Tuesday, 11 August 2020 08:36

How to spot a phishing attack … before it’s too late

By Joanne Wong, LogRhythm
Joanne Wong, LogRythm Joanne Wong, LogRythm

GUEST OPINION by Joanne Wong, Vice President – International Marketing, LogRhythm:  It’s something almost every internet user has experienced. An email arrives, purporting to be from a trusted source, but in reality it’s an attempt to steal personal details or cause disruption.

Phishing is the technique that has become the most used initial attack vector in the world today1. It can have a significant impact on an organisation by leading to data loss, financial cost or even malware infections.

Despite investing in sophisticated IT security tools, many organisations find they still fall victim to these attacks. The reason is that the weakest link in defences when it comes to phishing scams is users. Despite being told many times before not to click on suspect links or open strange attachments, people still do.

This is, of course, good news for cybercriminals as it means the technique continues to pay handsome dividends. While people continue to fall for the techniques, they will keep on using them.

Spotting an attack

One of the most effective strategies to use when it comes to defending against phishing is ongoing user education. Staff need to be made aware – and regularly reminded – of how the technique works and what they should do in response. It’s termed ‘hardening the human attack surface’.

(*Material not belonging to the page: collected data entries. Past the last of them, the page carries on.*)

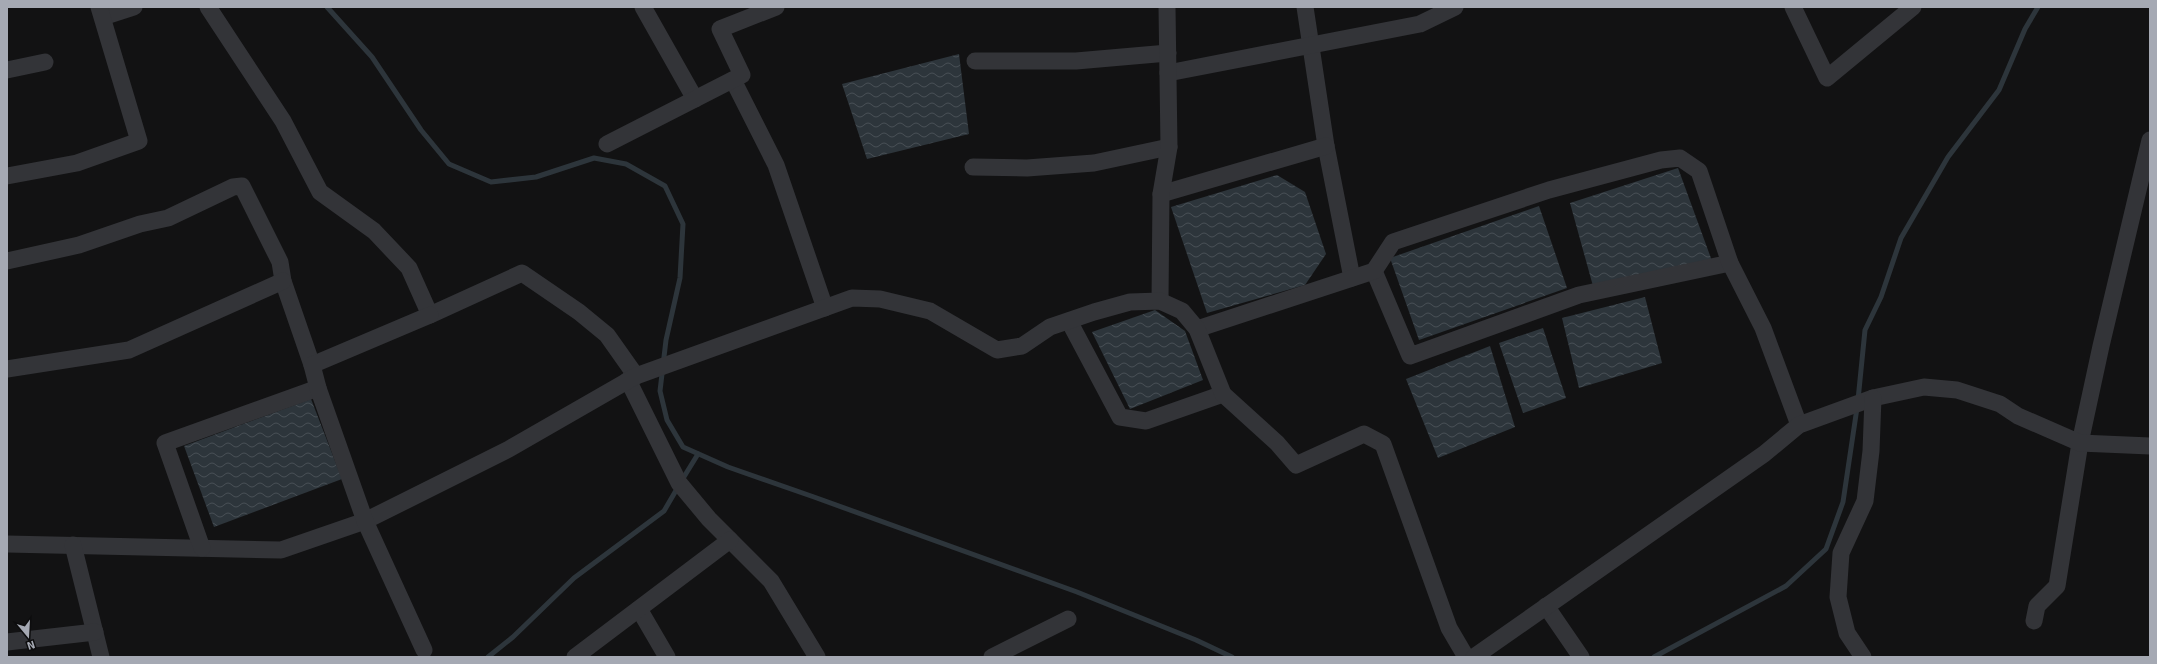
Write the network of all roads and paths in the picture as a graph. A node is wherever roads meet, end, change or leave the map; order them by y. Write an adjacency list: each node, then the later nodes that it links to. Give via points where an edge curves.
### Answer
1 (134, 7): 11 (street)
2 (208, 7): 34 (street, via 283,120 320,192 374,231 409,268)
3 (643, 7): 19 (street)
4 (776, 7): 10 (street)
5 (1167, 7): 13 (street)
6 (1305, 7): 12 (street)
7 (1455, 7): 12 (street, via 1420,24)
8 (1793, 7): 9 (street, via 1827,78)
9 (1913, 7)
10 (756, 11): 18 (street, via 720,29 742,75)
11 (101, 12): 25 (street, via 139,141 77,163)
12 (1311, 46): 17 (street); 22 (street)
13 (1168, 53): 14 (street, via 1076,62); 17 (street)
14 (975, 61)
15 (45, 62): 16 (street)
16 (7, 70)
17 (1168, 73): 23 (street)
18 (733, 80): 19 (street); 33 (street, via 776,165)
19 (695, 99): 21 (street)
20 (2150, 140): 44 (street, via 2100,346)
21 (607, 144)
22 (1326, 146): 26 (street); 30 (street)
23 (1169, 147): 24 (street, via 1094,163 1026,168); 26 (street)
24 (973, 167)
25 (7, 176)
26 (1161, 194): 32 (street)
27 (7, 261): 31 (street, via 79,245 140,224 168,218 238,185 244,189 280,262)
28 (1730, 263): 29 (street, via 1579,295 1410,356); 29 (street, via 1698,171 1680,158 1661,160 1550,190 1392,242); 43 (street, via 1763,328)
29 (1374, 271): 30 (street)
30 (1352, 278): 36 (street)
31 (283, 281): 37 (street); 38 (street, via 129,350)
32 (1160, 300): 35 (street, via 1130,302); 36 (street, via 1182,311)
33 (826, 308): 35 (street, via 852,298 880,299 930,311 997,350 1022,346 1050,327); 39 (street)
34 (430, 315): 37 (street); 39 (street, via 522,272 607,335)
35 (1069, 321): 41 (street, via 1120,417 1146,421)
36 (1197, 329): 41 (street)
37 (312, 365): 40 (street)
38 (7, 369)
39 (632, 378): 46 (street, via 509,449); 47 (street, via 679,483)
40 (318, 388): 46 (street); 50 (street, via 165,443)
41 (1223, 394): 63 (street, via 1277,443 1296,465 1364,434 1383,444 1449,628)
42 (1873, 398): 43 (street); 44 (street, via 1924,387 1957,390 2000,404 2018,416); 66 (street, via 1871,452 1865,501 1841,553 1838,597 1847,633)
43 (1799, 425): 51 (street, via 1764,454)
44 (2080, 443): 45 (street); 54 (street, via 2057,586 2037,606)
45 (2150, 446)
46 (365, 521): 50 (street, via 281,550); 57 (street)
47 (730, 540): 52 (street); 61 (street, via 771,581)
48 (7, 544): 49 (street)
49 (74, 545): 50 (street); 55 (street)
50 (202, 548)
51 (1546, 606): 64 (street); 65 (street)
52 (639, 609): 59 (street); 60 (street)
53 (1068, 619): 62 (street)
54 (2034, 621)
55 (95, 632): 56 (street); 58 (street)
56 (7, 642)
57 (424, 650)
58 (101, 657)
59 (575, 657)
60 (667, 657)
61 (817, 657)
62 (992, 657)
63 (1466, 657)
64 (1474, 657)
65 (1581, 657)
66 (1863, 657)

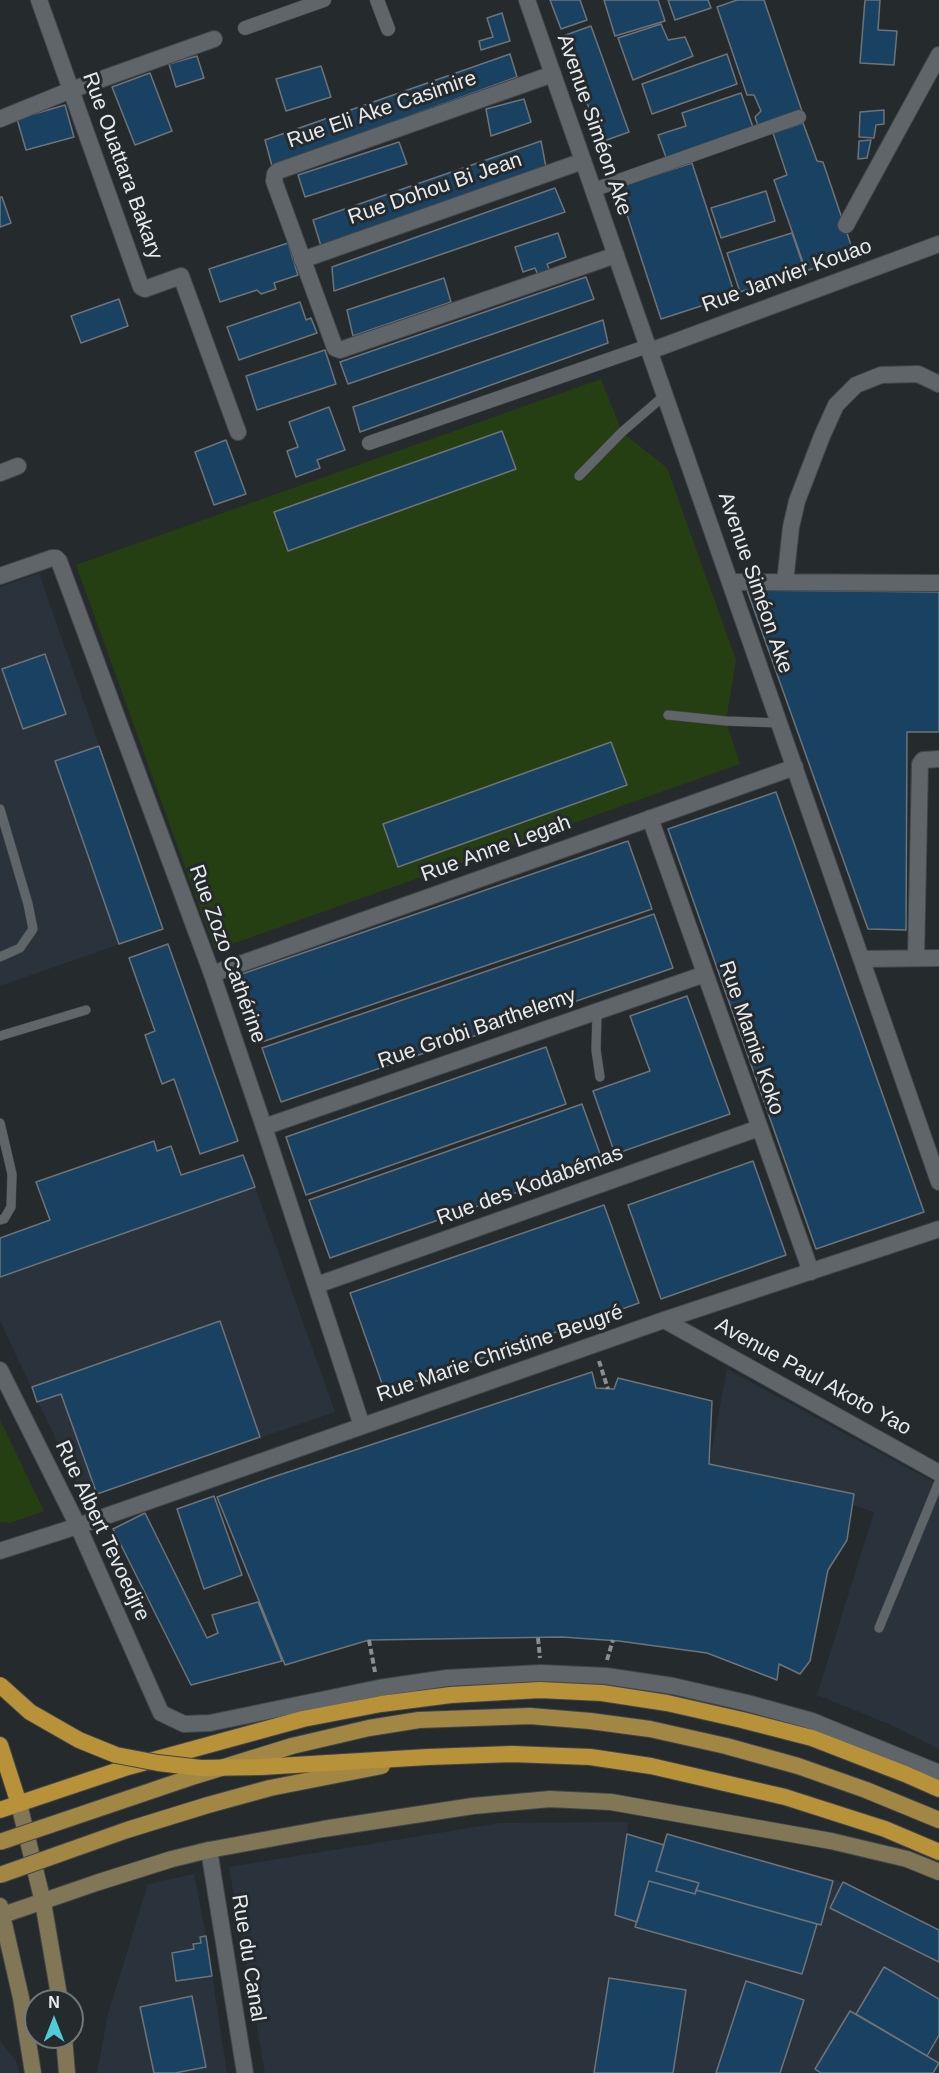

A first step is to explain to users how phishing content differs from legitimate email. They need to be encouraged to think about email content more from a technical perspective than a social one. Factors to be examined include:

  • Sender/sending details: Look closely at who is sending the email and from which domain. Examine the spelling, the email address, and the name of the sender. Is this sender someone with whom you frequently exchange emails? Is it claiming to be your CEO, but coming from a gmail.com domain? Misalignment of sender details is a good first indicator that something could be wrong.
  • The recipient: Users should always check whether the recipient of the email is in a higher-risk category within the organisation. This could be a staff member with access to financial information, intellectual property, or customer data. If so, extra caution should be taken as they could be attractive targets for criminals.
  • Subject line: Usually something associated with detecting spam, examining the subject line of an email can help to determine whether it is actually a phishing attack. Look for misspellings, incorrect grammar, and any other signs that the email might be unusual or from a strange source.
  • Links: While most emails use HTML, it’s important to observe whether the email supports tags and links that are used commonly in phishing emails. Initially, a user can usually hover over a link and determine where it points to. If it looks suspicious, it should be referred to the security team for further investigation.
  • Attachments: Even just the inclusion of an attachment from someone a recipient doesn’t know should be regarded as suspicious. Also, the type of attachment can also make a difference. For example, if you receive a password-protected Word document from someone you regularly do business with, and they have never sent one before, it should ring an alarm bell.
  • Content: The content with the email should also be examined. For example, if a Word document attached is a “proposal” that wasn’t expected, it should be deemed suspicious.

Comprehensive protection

Thorough user education is a key defence against phishing attacks, however it should always be backed up with the deployment of tools designed to automatically spot suspicious emails. These tools can act as another line of defence and are readily configured to identify emails that fit certain phishing criteria.

For example, the tools can compare the sending domain and sending server’s IP addresses against sender policy framework (SPF) and Domain Keys Identified Mail (DKIM) records. Attachments can be compared with known malicious file types, as well as with any analysis output from antivirus and endpoint-protection solutions.

By having a combination of comprehensive user education and robust security tools in place, your organisation will be well placed to avoid the disruption and loss that a successful phishing attack can cause. The technique is not going away anytime soon, so it’s important to be on constant alert.